= Weak dimension =

In abstract algebra, the weak dimension of a nonzero right module M over a ring R is the largest number n such that the Tor group $\operatorname{Tor}_n^R(M,N)$ is nonzero for some left R-module N (or infinity if no largest such n exists), and the weak dimension of a left R-module is defined similarly. The weak dimension was introduced by Cartan & Eilenberg (1956). The weak dimension is sometimes called the flat dimension as it is the shortest length of the resolution of the module by flat modules. The weak dimension of a module is, at most, equal to its projective dimension.
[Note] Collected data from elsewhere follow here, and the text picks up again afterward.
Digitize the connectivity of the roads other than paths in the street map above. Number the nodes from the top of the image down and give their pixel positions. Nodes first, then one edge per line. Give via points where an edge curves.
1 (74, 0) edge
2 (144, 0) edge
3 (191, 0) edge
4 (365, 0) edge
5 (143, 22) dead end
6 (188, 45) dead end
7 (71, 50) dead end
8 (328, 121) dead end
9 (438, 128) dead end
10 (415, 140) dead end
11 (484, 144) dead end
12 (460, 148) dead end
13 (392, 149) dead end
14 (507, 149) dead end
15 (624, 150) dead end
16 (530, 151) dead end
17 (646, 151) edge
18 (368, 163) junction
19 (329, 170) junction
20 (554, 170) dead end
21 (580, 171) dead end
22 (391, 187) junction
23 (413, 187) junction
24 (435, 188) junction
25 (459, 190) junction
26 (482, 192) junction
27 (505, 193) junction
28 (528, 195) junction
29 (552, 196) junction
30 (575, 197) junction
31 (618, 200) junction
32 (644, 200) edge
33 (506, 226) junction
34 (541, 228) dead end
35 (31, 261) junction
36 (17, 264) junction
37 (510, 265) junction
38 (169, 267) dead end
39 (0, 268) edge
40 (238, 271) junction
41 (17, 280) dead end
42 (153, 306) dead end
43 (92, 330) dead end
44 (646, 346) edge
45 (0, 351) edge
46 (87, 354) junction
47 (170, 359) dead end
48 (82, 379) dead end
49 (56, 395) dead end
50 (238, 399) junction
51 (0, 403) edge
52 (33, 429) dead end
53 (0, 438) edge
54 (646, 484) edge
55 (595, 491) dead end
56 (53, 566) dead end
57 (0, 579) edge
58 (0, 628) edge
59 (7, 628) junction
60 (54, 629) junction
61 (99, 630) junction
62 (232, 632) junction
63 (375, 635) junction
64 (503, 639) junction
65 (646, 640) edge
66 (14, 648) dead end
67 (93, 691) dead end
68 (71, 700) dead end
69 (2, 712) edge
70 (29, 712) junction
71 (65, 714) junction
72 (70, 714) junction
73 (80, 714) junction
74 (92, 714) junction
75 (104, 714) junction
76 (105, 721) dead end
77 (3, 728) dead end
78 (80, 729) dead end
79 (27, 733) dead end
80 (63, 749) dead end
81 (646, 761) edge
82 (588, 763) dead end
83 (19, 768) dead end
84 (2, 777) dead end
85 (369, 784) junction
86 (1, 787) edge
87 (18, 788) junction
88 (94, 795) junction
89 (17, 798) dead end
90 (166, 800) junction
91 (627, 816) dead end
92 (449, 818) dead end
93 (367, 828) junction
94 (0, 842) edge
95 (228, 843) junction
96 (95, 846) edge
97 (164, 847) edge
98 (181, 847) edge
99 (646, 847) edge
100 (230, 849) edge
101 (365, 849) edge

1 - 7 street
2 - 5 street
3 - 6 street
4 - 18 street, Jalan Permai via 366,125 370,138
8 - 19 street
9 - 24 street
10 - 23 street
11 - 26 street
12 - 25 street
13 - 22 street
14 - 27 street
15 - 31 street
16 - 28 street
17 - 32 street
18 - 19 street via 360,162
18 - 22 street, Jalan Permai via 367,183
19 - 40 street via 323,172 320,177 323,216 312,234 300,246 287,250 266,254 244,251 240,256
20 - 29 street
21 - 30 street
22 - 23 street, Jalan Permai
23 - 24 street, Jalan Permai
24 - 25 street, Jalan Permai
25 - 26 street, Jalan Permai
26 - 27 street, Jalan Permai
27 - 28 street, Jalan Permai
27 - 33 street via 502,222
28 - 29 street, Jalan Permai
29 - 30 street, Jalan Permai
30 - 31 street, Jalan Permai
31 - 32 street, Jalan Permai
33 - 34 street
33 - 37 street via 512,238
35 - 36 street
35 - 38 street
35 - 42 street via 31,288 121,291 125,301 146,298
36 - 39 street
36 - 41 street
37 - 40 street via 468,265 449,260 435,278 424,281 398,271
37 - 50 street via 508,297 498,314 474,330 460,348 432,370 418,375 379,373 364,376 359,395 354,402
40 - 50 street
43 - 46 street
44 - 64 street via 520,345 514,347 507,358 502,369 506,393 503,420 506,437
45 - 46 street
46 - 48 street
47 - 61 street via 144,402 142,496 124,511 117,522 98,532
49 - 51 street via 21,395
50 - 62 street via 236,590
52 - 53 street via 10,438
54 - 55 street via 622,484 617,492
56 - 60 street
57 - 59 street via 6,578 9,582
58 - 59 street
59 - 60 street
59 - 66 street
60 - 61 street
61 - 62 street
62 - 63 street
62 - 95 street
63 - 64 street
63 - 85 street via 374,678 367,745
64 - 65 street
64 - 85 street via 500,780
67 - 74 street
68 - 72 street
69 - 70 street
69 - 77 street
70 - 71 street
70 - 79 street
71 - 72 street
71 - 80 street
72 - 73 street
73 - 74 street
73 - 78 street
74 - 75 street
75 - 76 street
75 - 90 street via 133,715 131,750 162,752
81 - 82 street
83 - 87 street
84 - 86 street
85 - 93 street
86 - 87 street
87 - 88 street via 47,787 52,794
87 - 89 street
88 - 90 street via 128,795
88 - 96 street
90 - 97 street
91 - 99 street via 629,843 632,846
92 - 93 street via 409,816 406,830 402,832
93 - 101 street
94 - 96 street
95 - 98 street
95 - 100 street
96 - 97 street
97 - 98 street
The weak global dimension of a ring is the largest number n such that $\operatorname{Tor}_n^R(M,N)$ is nonzero for some right R-module M and left R-module N. If there is no such largest number n, the weak global dimension is defined to be infinite. It is at most equal to the left or right global dimension of the ring R.

==Examples==

- The module $\Q$ of rational numbers over the ring $\Z$ of integers has weak dimension 0, but projective dimension 1.
- The module $\Q/\Z$ over the ring $\Z$ has weak dimension 1, but injective dimension 0.
- The module $\Z$ over the ring $\Z$ has weak dimension 0, but injective dimension 1.
- A Prüfer domain has weak global dimension at most 1.
- A Von Neumann regular ring has weak global dimension 0.
- A product of infinitely many fields has weak global dimension 0 but its global dimension is nonzero.
- If a ring is right Noetherian, then the right global dimension is the same as the weak global dimension, and is at most the left global dimension. In particular if a ring is right and left Noetherian then the left and right global dimensions and the weak global dimension are all the same.
- The triangular matrix ring $$\begin{bmatrix}\Z&\Q \\0&\Q \end{bmatrix}$$ has right global dimension 1, weak global dimension 1, but left global dimension 2. It is right Noetherian, but not left Noetherian.